Cette tentative qui n’a jamais véritablement inquiété le peloton permet à la grande bataille entre favoris d’éclater un peu plus tard. Comme prévu, celle-ci a lieu dans le Bordako Tontorra à moins de dix kilomètres de l’arrivée. Le Russe Alexandr Kolobnev déclenche les hostilités et prépare le terrain pour son leader Joaquim Rodriguez (Team Katusha). Le Catalan, fidèle à ses habitudes, sort de sa boîte sur les rampes les plus difficiles de cette nouvelle difficulté où son rapport poids-puissance fait des merveilles. Ils ne sont pas beaucoup à pouvoir tenir son rythme, mis à part Alejandro Valverde (Movistar Team) avec qui il franchit le sommet, et Bauke Mollema (Belkin), Mikel Nieve (Team Sky) et Adam Yates (Orica-GreenEdge) qui recollent dans la longue descente qui mène à la baie de Saint-Sébastien à la faveur d’une mésentente entre les meilleurs ennemis du cyclisme espagnol.

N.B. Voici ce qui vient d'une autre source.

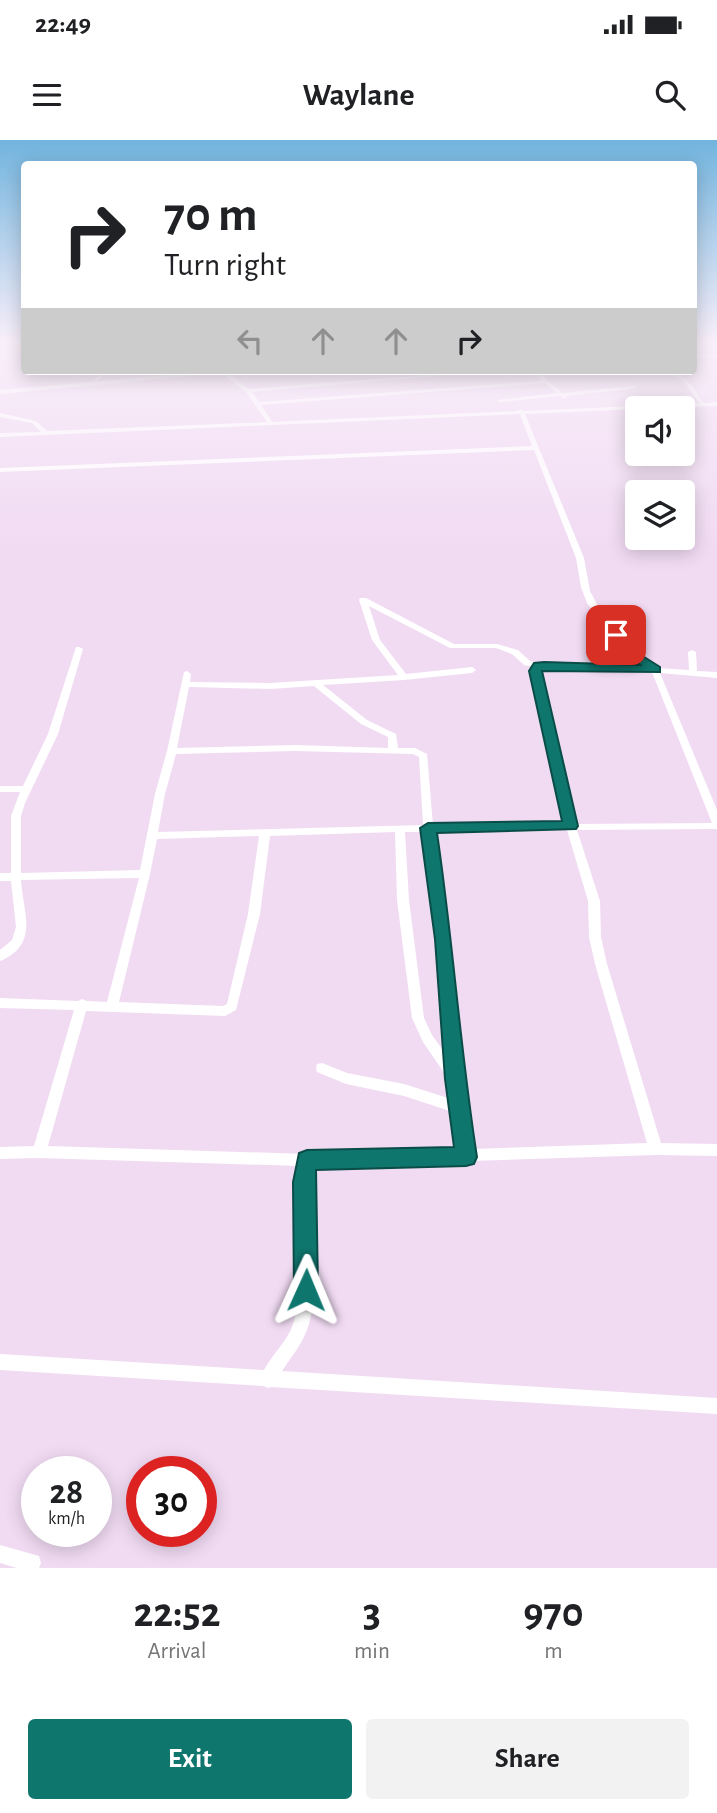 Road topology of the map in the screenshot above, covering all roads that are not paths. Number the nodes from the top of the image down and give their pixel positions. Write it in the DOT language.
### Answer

Avec sa pointe de vitesse, le Murcian est le mieux placé pour enlever une seconde Clasica San Sebastian après 2008. Mais à l’image de ce qu’il avait fait à plusieurs reprises sur le Tour de France, il va surprendre ses adversaires dans la dernière descente. La chute d’Adam Yates crée une cassure au sein du groupe. Ces quelques mètres d’avance se transforment rapidement en hectomètres et en bas de la descente, Alejandro Valverde possède une dizaine de secondes d’avance. Il conserve cet avantage sur les trois derniers kilomètres plats comme la main qui permettent de rallier la ligne d’arrivée. La Clasica San Sebastian sert souvent de lot de consolation aux déçus du Tour de France. Cette réputation se confirme aujourd’hui pour l’Espagnol, 4ème de la Grande Boucle après avoir vécu une dernière semaine délicate dans les Pyrénées.

Classement :

1. Alejandro Valverde (ESP, Movistar Team)
2. Bauke Mollema (PBS, Belkin) à 14 sec.
3. Joaquim Rodriguez (ESP, Team Katusha) m.t.
4. Mikel Nieve (ESP, Team Sky) m.t.
5. Tony Gallopin (FRA, Lotto-Belisol) à 26 sec.
6. Jelle Vanendert (BEL, Lotto-Belisol) m.t.
7. Haimar Zubeldia (ESP, Trek Factory Racing) m.t.
8. Greg Van Avermaet (BEL, BMC Racing Team) à 40 sec.
9. Giovanni Visconti (ITA, Movistar Team) m.t.
10. Zdenek Stybar (TCH, Omega Pharma-Quick Step) m.t.